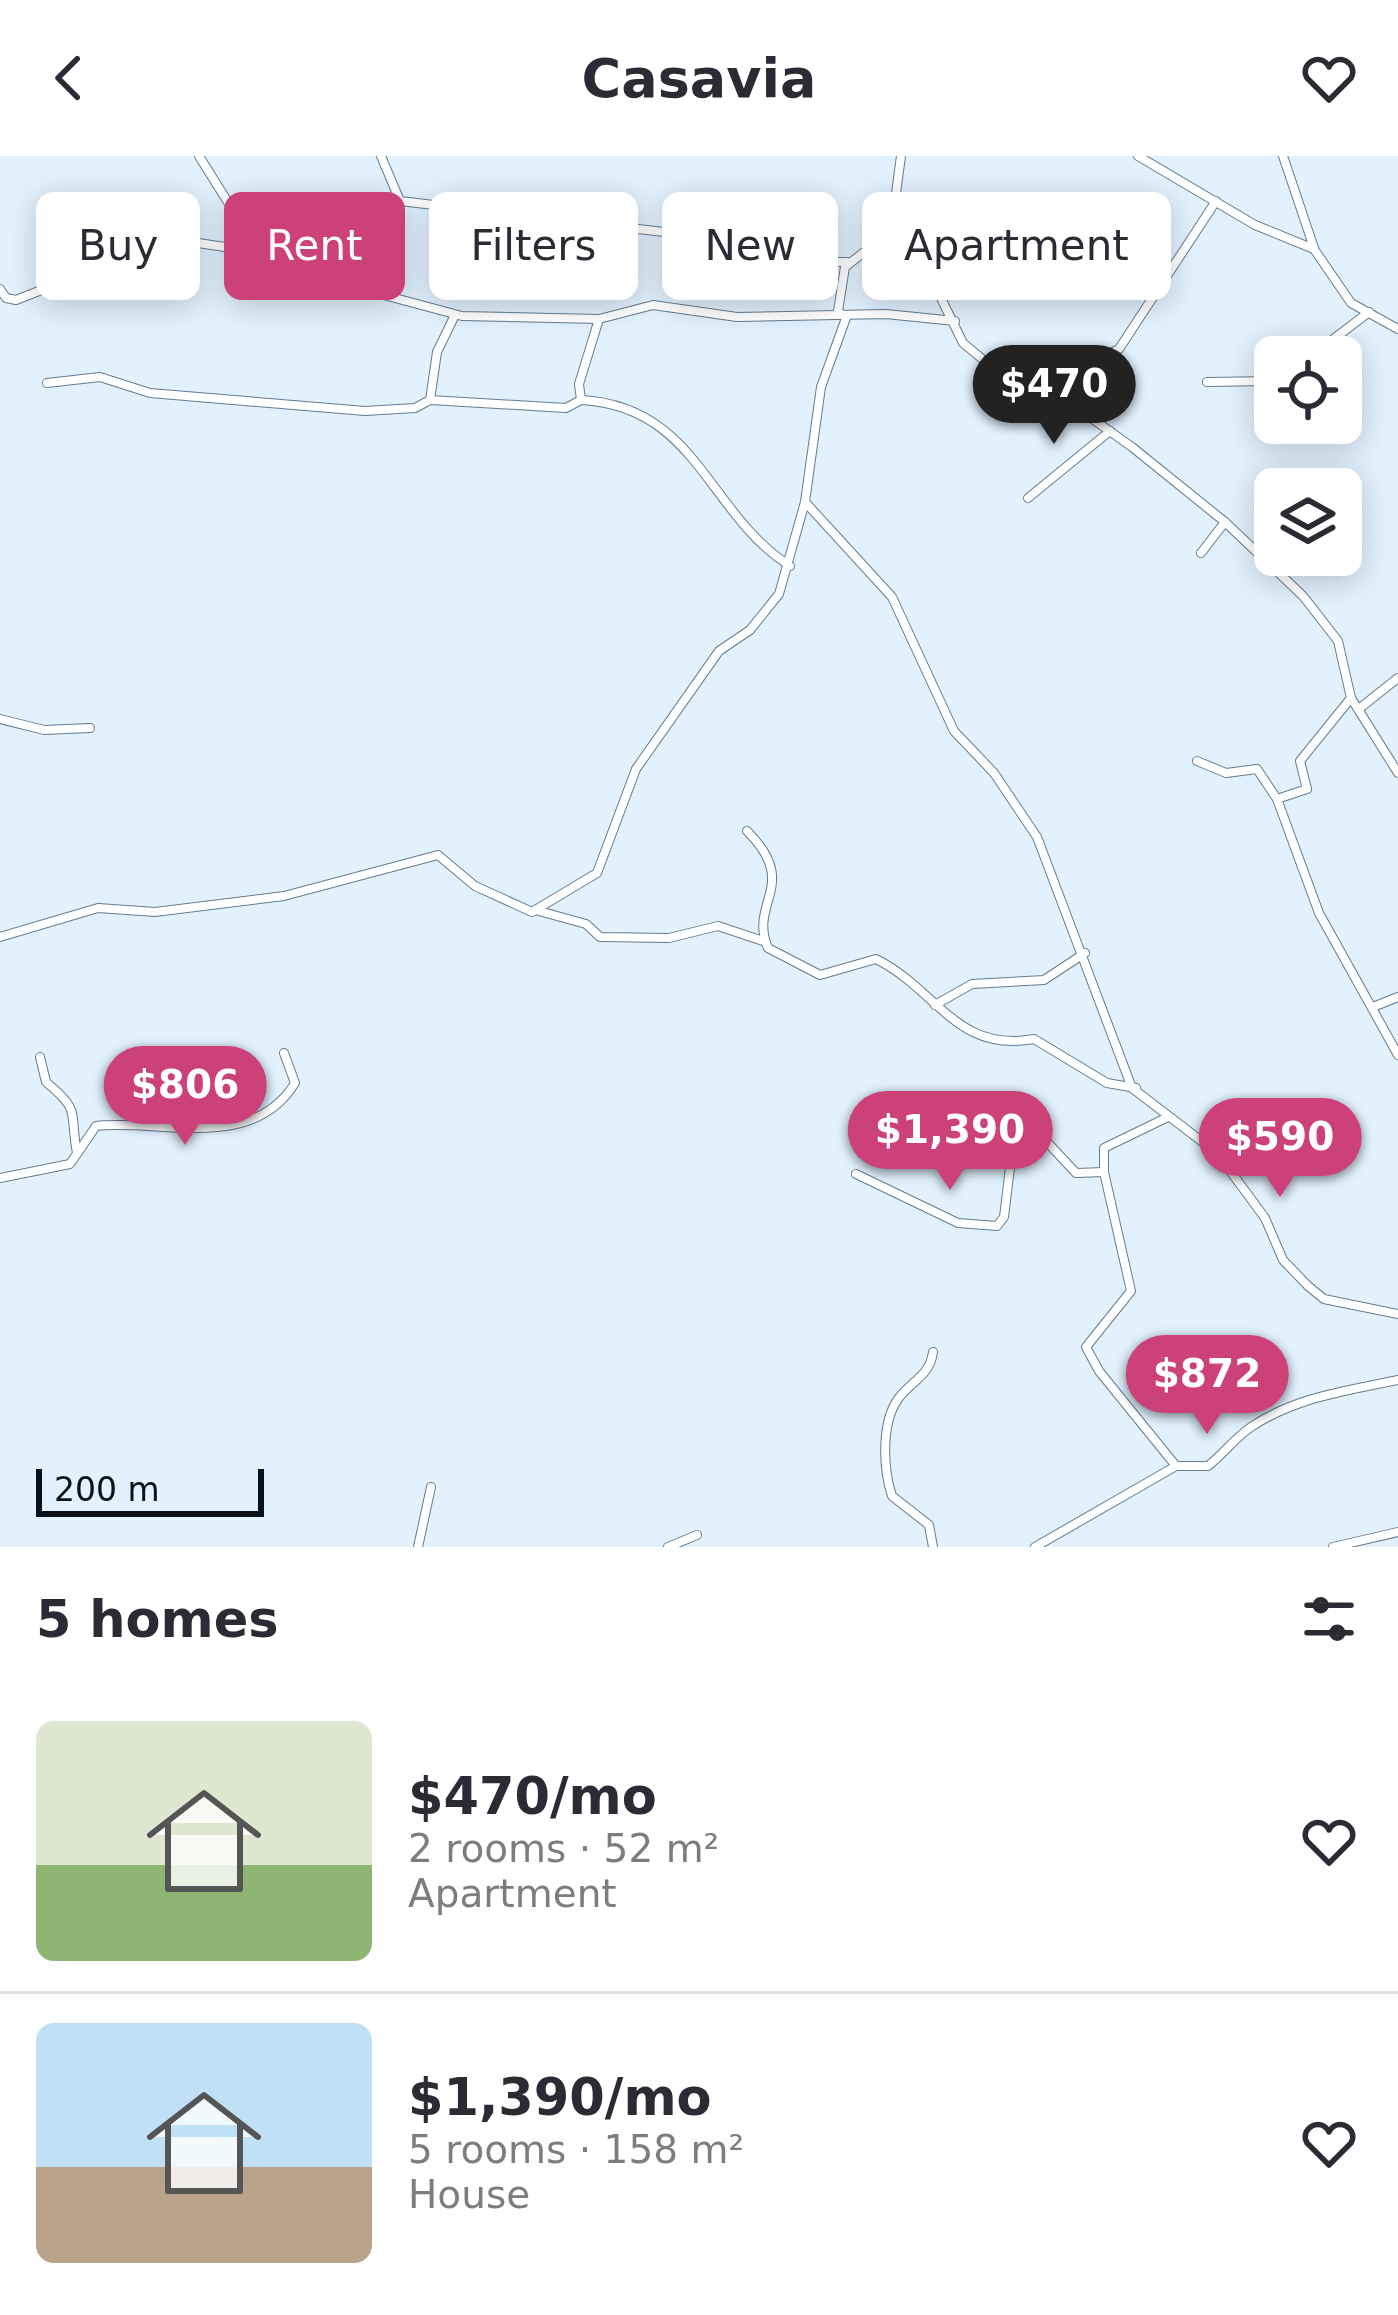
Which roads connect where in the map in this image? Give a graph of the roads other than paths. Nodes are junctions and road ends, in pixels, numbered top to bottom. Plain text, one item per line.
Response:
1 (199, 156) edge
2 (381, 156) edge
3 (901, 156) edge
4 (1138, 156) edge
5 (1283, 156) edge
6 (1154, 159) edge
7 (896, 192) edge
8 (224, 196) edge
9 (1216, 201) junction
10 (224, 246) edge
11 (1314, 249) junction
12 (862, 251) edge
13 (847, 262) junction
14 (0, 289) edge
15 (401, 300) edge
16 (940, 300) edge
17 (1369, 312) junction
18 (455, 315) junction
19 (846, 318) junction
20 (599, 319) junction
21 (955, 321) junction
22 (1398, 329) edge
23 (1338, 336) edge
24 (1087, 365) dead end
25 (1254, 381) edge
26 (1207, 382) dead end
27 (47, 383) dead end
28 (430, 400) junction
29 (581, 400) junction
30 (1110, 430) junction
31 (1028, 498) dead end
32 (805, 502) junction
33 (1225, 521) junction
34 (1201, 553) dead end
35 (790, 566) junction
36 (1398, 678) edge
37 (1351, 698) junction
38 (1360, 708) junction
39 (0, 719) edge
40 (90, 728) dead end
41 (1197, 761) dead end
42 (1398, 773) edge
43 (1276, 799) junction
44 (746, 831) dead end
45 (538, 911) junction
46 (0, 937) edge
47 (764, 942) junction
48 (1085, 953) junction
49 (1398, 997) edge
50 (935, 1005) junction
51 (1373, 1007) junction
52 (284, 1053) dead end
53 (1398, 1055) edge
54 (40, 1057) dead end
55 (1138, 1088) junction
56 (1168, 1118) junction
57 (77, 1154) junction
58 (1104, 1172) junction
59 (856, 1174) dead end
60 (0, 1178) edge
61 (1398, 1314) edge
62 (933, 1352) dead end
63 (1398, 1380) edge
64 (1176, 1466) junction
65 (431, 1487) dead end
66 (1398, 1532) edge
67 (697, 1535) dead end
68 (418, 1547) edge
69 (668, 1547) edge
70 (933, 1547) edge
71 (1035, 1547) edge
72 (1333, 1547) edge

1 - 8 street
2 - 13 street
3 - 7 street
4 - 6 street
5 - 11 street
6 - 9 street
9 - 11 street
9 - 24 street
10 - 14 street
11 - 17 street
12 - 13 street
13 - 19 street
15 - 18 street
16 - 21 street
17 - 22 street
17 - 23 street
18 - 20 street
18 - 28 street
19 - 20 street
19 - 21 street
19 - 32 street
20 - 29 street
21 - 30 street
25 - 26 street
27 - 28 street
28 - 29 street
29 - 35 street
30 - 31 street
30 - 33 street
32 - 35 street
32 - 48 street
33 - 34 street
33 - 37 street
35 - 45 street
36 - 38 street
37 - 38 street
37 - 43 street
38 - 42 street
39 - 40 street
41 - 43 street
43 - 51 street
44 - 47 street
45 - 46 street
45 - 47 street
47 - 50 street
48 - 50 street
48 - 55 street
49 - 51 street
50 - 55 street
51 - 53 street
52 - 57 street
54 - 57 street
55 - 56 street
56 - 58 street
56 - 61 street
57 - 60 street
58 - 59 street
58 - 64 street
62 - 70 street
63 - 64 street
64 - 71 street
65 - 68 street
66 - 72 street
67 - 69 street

--

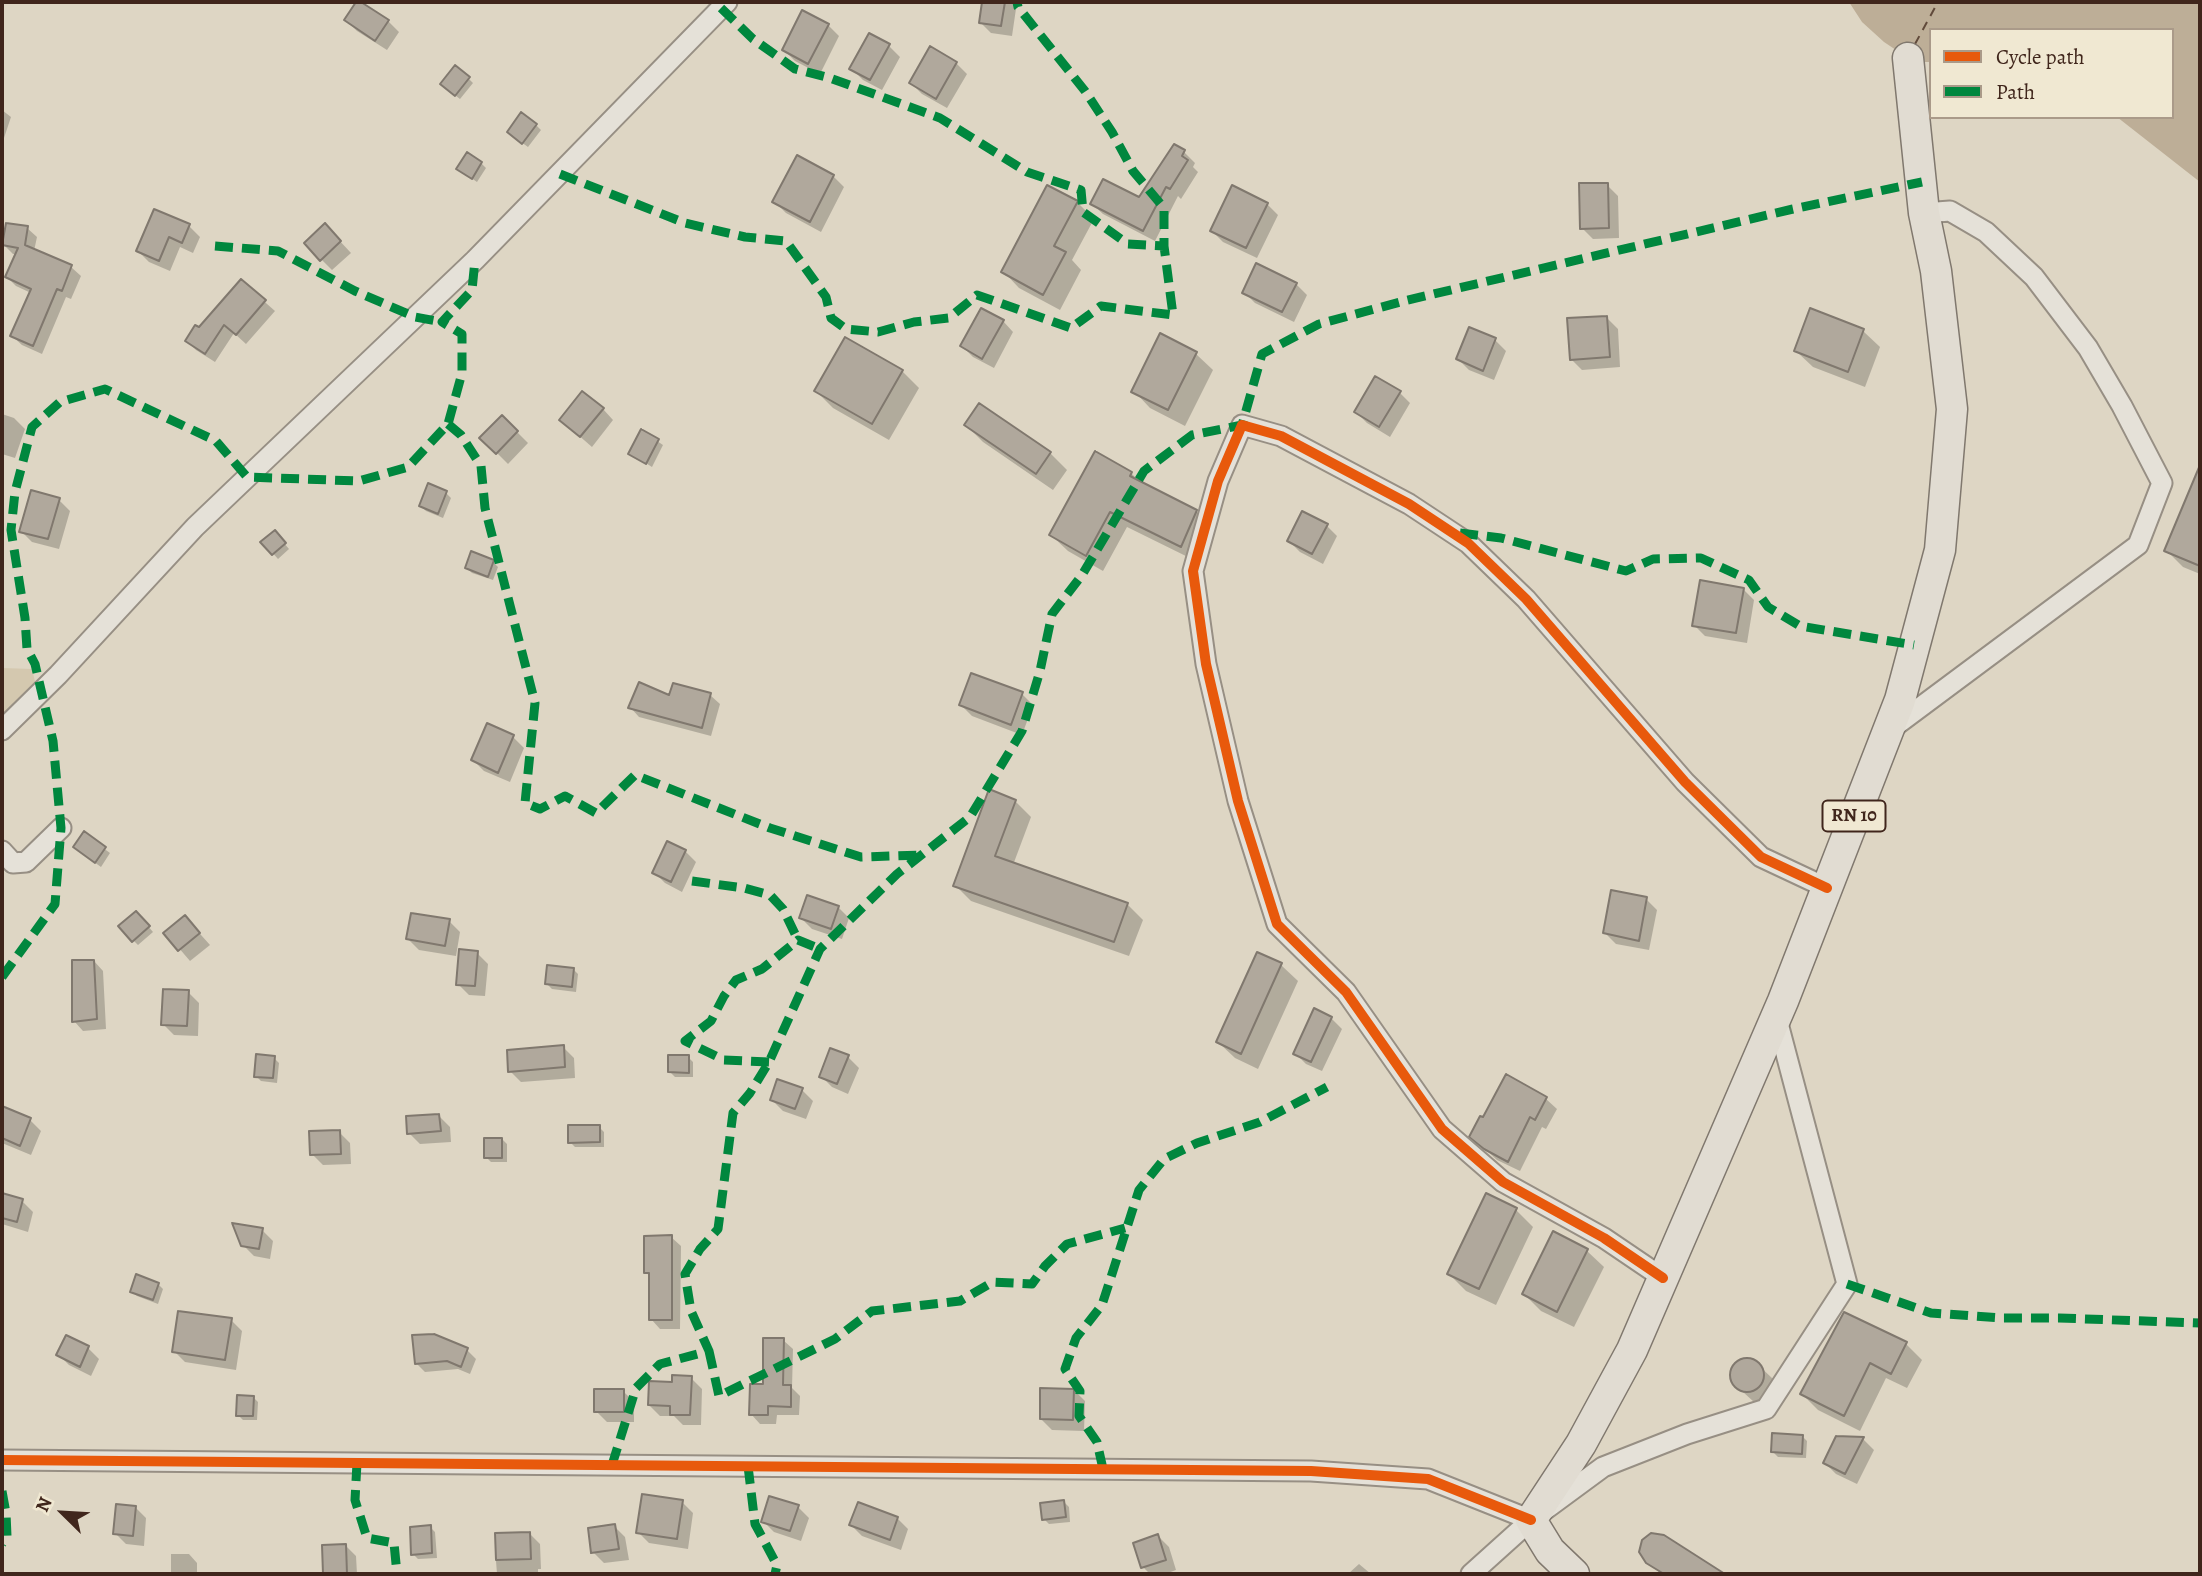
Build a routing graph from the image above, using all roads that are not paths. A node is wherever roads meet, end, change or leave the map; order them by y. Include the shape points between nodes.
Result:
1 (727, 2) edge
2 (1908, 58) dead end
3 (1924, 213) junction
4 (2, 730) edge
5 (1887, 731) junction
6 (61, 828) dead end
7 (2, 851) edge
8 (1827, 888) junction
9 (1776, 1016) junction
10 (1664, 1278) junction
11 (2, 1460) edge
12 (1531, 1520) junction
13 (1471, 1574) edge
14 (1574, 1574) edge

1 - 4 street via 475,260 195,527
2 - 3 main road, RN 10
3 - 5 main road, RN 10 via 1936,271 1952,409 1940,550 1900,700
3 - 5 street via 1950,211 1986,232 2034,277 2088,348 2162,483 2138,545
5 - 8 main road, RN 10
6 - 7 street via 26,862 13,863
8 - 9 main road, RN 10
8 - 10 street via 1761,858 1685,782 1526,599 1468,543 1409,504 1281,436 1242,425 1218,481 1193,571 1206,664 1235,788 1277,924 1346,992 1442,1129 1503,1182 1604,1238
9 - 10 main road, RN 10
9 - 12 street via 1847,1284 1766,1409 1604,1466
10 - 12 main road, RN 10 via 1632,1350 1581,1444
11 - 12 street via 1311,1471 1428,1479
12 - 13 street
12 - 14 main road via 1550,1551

Assignment
Work out how many lines in the preceding data include the word "graph". State only that number.

Answer section
2